• Task requirements:
Return every line from the records below with the string "bottom".

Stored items
/---
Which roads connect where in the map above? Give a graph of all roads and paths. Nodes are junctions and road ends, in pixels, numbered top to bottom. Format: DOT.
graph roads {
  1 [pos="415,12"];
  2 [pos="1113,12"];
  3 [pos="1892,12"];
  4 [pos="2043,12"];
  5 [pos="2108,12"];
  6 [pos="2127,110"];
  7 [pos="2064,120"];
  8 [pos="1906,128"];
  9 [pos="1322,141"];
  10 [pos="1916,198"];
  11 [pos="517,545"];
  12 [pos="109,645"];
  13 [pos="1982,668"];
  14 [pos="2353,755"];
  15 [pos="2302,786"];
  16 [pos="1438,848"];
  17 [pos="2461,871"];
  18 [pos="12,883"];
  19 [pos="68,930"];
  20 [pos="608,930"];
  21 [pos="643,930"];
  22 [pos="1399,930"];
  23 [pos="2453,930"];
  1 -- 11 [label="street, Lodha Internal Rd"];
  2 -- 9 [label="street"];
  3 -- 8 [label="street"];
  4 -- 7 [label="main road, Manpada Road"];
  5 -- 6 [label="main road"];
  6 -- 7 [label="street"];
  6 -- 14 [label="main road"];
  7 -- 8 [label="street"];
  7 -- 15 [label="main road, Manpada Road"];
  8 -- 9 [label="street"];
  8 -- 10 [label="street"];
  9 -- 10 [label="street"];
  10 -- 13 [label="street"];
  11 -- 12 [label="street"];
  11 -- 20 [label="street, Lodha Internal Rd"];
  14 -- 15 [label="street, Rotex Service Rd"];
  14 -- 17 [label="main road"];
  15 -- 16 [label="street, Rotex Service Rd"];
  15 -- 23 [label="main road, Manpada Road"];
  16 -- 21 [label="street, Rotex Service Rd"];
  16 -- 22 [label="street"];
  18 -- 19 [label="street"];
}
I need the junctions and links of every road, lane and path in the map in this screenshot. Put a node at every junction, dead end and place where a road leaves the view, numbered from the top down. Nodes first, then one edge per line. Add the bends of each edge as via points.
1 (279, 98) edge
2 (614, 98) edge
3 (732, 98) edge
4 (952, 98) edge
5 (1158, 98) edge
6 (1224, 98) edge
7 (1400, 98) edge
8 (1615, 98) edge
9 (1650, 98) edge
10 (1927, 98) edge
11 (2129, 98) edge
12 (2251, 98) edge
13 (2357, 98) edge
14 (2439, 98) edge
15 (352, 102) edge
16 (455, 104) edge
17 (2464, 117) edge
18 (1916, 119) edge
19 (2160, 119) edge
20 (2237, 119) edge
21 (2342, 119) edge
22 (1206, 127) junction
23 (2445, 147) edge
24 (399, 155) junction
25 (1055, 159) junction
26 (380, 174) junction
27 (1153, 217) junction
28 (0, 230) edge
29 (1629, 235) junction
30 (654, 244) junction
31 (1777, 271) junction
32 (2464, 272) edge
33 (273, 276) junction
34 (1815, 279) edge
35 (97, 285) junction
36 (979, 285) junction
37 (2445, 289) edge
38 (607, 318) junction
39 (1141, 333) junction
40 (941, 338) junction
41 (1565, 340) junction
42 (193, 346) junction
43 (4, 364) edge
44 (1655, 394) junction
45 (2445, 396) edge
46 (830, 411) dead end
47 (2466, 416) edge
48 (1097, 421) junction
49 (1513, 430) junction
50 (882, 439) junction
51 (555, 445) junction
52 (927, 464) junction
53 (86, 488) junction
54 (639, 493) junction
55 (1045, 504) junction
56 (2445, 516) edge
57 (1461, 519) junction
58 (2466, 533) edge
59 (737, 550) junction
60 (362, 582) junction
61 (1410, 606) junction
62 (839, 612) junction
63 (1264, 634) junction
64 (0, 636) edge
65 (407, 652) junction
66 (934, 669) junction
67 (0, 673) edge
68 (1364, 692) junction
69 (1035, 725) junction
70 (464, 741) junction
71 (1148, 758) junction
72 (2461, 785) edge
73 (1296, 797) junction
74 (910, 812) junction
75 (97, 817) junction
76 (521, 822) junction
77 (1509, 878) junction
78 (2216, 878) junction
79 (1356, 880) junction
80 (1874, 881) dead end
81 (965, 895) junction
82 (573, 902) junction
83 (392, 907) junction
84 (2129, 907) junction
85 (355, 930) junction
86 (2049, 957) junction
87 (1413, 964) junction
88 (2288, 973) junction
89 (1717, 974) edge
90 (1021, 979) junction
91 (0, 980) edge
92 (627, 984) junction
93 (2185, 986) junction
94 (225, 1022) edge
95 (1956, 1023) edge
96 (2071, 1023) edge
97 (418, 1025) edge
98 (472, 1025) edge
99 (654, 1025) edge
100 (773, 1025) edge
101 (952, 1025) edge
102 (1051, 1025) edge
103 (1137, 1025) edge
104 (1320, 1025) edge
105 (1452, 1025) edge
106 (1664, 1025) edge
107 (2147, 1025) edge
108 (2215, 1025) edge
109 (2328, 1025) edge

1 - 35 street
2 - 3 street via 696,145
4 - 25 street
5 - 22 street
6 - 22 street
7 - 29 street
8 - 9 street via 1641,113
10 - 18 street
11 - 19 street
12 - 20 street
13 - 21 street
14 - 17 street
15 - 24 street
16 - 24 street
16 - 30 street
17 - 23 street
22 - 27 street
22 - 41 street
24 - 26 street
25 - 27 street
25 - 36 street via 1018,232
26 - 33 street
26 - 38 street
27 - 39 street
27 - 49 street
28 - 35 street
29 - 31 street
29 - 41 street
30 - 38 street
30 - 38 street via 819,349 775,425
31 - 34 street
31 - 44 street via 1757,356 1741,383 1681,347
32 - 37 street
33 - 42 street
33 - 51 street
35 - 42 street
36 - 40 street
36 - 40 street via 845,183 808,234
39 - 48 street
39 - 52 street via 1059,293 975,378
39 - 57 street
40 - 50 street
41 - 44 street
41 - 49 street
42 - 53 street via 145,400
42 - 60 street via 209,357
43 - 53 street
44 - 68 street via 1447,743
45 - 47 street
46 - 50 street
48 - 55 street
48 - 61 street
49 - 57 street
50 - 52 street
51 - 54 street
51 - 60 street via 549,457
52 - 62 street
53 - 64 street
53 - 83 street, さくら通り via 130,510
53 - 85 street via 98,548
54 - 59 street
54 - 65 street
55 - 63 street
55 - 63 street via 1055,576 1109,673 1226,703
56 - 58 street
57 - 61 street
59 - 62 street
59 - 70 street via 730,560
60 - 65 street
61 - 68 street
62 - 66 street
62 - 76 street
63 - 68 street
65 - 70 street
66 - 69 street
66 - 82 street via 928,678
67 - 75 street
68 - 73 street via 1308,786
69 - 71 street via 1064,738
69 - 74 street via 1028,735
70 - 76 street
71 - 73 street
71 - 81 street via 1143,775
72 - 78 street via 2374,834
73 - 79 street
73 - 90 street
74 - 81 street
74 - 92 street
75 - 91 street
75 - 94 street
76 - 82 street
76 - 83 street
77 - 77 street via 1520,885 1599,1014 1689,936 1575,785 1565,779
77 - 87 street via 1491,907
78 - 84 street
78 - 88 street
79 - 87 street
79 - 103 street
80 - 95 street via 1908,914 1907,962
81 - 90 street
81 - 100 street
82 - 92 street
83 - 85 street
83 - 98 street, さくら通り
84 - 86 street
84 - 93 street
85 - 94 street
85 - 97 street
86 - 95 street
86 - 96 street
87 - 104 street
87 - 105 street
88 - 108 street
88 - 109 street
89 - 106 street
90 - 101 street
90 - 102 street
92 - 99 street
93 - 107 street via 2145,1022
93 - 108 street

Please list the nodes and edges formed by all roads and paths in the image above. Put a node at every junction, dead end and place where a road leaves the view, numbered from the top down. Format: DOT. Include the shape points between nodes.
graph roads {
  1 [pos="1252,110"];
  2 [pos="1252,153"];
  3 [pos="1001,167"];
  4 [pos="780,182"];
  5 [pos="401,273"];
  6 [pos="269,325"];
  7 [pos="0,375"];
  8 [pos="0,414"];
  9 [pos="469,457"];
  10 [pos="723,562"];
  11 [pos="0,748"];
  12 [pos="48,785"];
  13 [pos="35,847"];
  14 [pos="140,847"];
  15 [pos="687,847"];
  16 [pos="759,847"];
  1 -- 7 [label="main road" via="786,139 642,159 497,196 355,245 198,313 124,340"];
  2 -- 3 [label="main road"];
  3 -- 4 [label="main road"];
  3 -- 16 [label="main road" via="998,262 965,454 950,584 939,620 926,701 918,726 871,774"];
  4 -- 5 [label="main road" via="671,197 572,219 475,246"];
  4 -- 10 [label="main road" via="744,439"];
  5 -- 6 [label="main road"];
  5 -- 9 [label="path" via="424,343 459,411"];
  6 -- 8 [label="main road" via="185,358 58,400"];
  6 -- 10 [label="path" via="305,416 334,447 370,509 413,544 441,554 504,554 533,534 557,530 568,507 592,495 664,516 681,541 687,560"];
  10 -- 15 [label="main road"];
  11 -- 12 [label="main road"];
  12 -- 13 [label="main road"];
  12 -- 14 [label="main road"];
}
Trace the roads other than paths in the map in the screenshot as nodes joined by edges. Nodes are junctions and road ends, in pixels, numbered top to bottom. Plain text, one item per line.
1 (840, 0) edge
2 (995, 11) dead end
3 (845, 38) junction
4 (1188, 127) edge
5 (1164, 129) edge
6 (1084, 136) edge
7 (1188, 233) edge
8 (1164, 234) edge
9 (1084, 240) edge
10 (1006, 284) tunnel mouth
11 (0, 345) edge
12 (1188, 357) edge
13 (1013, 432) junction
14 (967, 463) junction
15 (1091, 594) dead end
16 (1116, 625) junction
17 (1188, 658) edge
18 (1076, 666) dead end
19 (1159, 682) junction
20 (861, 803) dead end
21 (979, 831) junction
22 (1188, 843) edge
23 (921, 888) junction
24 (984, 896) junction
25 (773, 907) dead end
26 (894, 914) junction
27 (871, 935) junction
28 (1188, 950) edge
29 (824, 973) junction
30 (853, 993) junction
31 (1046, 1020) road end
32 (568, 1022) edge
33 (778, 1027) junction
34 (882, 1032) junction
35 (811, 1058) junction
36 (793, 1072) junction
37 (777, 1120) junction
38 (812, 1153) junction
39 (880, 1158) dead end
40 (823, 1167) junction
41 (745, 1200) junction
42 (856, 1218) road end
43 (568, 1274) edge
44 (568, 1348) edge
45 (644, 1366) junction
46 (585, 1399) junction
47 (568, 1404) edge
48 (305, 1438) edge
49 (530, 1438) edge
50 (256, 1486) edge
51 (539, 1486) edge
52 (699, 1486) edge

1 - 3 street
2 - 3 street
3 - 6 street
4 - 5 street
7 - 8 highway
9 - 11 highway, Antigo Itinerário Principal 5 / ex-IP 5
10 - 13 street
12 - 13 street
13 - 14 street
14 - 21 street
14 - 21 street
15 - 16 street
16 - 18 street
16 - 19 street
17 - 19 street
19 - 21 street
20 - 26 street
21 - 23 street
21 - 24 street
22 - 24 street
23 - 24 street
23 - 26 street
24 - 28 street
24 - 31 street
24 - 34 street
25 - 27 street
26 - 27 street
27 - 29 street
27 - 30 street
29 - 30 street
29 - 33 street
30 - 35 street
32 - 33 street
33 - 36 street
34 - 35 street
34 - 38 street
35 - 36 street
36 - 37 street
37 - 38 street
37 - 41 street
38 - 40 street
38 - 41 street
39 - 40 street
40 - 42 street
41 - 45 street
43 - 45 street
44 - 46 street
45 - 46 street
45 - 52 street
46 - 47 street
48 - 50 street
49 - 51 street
\---
• Output of the task:
Which roads connect where in the map above? Give a graph of all roads and paths. Nodes are junctions and road ends, in pixels, numbered top to bottom. Format: DOT.
Trace the roads other than paths in the map in the screenshot as nodes joined by edges. Nodes are junctions and road ends, in pixels, numbered top to bottom. Plain text, one item per line.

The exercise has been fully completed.